In this work, the behavior of several metal ions with different globular proteins was investigated by affinity capillary electrophoresis. Screening was conducted by applying a proper rinsing protocol developed by our group. The use of 0.1M EDTA in the rinsing solution successfully desorbs metal ions from the capillary wall. The mobility ratio was used to evaluate the precision of the method. Excellent precision for repeated runs was achieved for different protein metal ion interactions (RSD% of 0.05–1.0%). Run times were less than 6min for all of the investigated interactions. The method has been successfully applied for the interaction study of Li+, Na+, Mg2+, Ca2+, Ba2+, Al3+, Ga3+, La3+, Pd2+, Ir3+, Ru3+, Rh3+, Pt2+, Pt4+, Os3+, Au3+, Au+, Ag+, Cu1+, Cu2+, Fe2+, Fe3+, Co2+, Ni2+, Cr3+, V3+, MoO42− and SeO32− with bovine serum albumin, ovalbumin, β-lactoglobulin and myoglobin. Different interaction values were obtained for most of the tested metal ions even for that in the same metal group. Results were discussed and compared in view of metal and semimetal group's interaction behavior with the tested proteins.
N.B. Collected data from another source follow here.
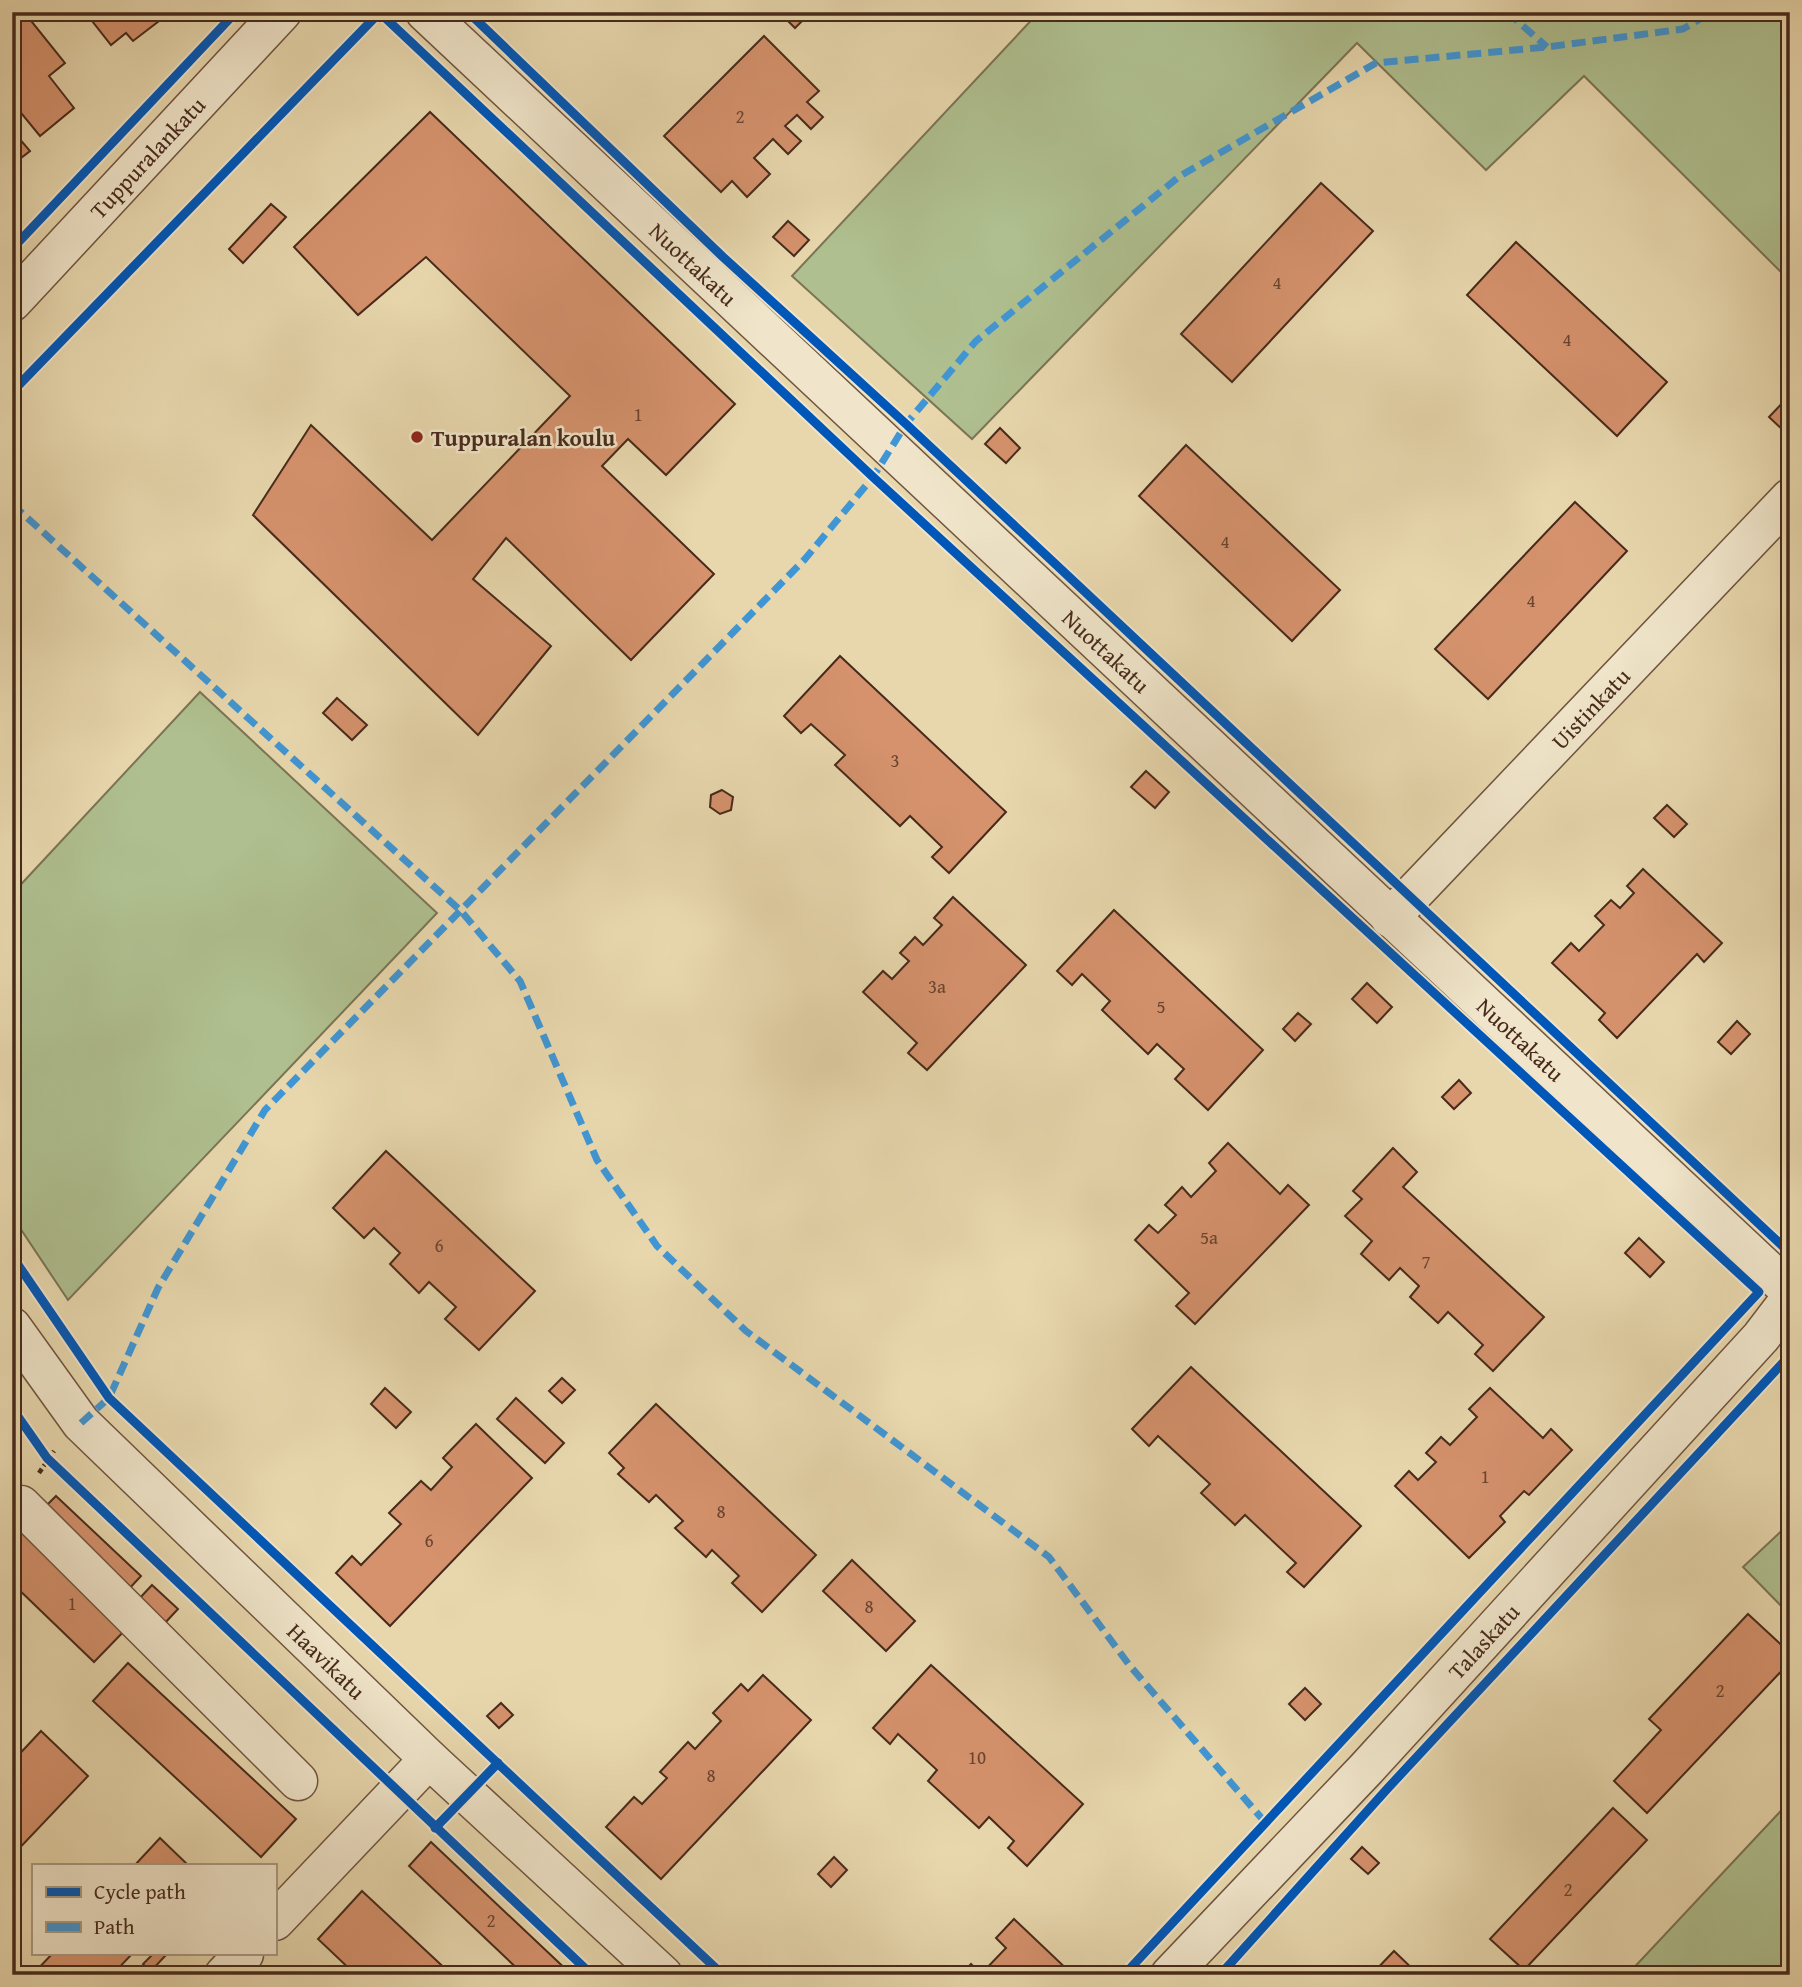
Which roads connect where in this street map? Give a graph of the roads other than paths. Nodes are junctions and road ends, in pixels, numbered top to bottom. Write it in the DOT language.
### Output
graph roads {
  1 [pos="282,12"];
  2 [pos="425,12"];
  3 [pos="12,302"];
  4 [pos="1790,498"];
  5 [pos="1390,918"];
  6 [pos="1790,1291"];
  7 [pos="1790,1299"];
  8 [pos="12,1327"];
  9 [pos="21,1505"];
  10 [pos="429,1759"];
  11 [pos="298,1781"];
  12 [pos="276,1921"];
  13 [pos="243,1955"];
  14 [pos="224,1975"];
  15 [pos="663,1975"];
  16 [pos="1170,1975"];
  1 -- 3 [label="street, Tuppuralankatu"];
  2 -- 5 [label="street, Nuottakatu"];
  4 -- 5 [label="street, Uistinkatu"];
  5 -- 6 [label="street, Nuottakatu"];
  7 -- 16 [label="street, Talaskatu"];
  8 -- 10 [label="street, Haavikatu"];
  9 -- 11 [label="street"];
  10 -- 12 [label="street"];
  10 -- 15 [label="street, Haavikatu"];
  13 -- 14 [label="street"];
}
The calculated normalized difference of mobility ratios for each protein–metal ion interaction and its sign (positive and negative) has been successfully used to detect the interaction and estimate further coordination of the bound metal ion, respectively. The comprehensive platform summarizes all the obtained interaction results, and is valuable for any future protein–metal ion investigation.